Pearl Harbor is a Michael Bay creature in all respects, a not so well-shaken cocktail in which the Californian director does not hesitate to use his favorite ingredients in massive doses: one-dimensional characters, honeyed patriotism, breathtaking sequences, dizzying editing and proud to be American morality to the nth degree. The 40 minutes of the attack on Pearl Harbor, however, are standing ovations and arouse admiration. Bay used seven Japanese Zero fighters at the time and rebuilt three hundred on the computer. The very long sequence was filmed by twelve cameras. Three hundred stuntmen employed, a hundred the extras. No expense was spared: the dramatic yet suggestive scenes of the sinking of Oklahoma, Arizona and West Virginia were filmed in the huge tanks of the Mexican studios Rosario. Fourteen million spent altogether. Numbers aside, the writing entrusted to Randal Wallace - a good screenwriter even if too often inclined to the rhetoric of sentiment - does not help the director: his is a superficial script with often soap opera dialogues. The judgment on the cast, stellar - from John Voigth to Alec Baldiwin, from Ben Affleck to Cuba Gooding Jr - stands on a little flattering "without infamy and without praise". Out of the chorus only Baldwing's voice: his lieutenant colonel Doolittle convincing and intense.
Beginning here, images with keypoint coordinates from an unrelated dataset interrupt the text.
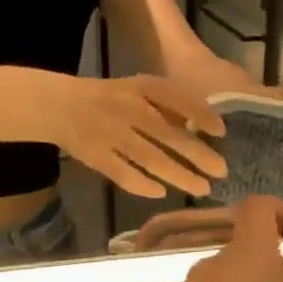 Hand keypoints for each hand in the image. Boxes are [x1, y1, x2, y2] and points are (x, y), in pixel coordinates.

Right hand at [48, 75, 227, 197]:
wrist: (60, 106)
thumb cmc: (110, 98)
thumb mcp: (139, 90)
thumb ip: (168, 105)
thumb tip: (205, 126)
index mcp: (141, 88)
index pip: (177, 98)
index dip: (201, 114)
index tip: (221, 132)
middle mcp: (128, 109)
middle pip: (168, 134)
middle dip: (198, 155)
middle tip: (222, 171)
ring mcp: (111, 134)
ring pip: (151, 159)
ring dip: (179, 175)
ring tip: (202, 188)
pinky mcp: (97, 156)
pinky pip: (124, 174)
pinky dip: (143, 185)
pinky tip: (162, 193)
The period reconstruction, not without historical errors, is accurate while rendering a bad service to the film as it is patinated, fake, artifact.

Michael Bay is undoubtedly a talented director, technically capable and evolved, self-centered, over the top and excessively in love with that star and stripes flag that he often and willingly waves in his films. However, the public loves him: histrionic, brash, excessive, just like his cinema. This is Michael Bay: take it or leave it.

Would you recommend this to other users? Yes... oh, yes!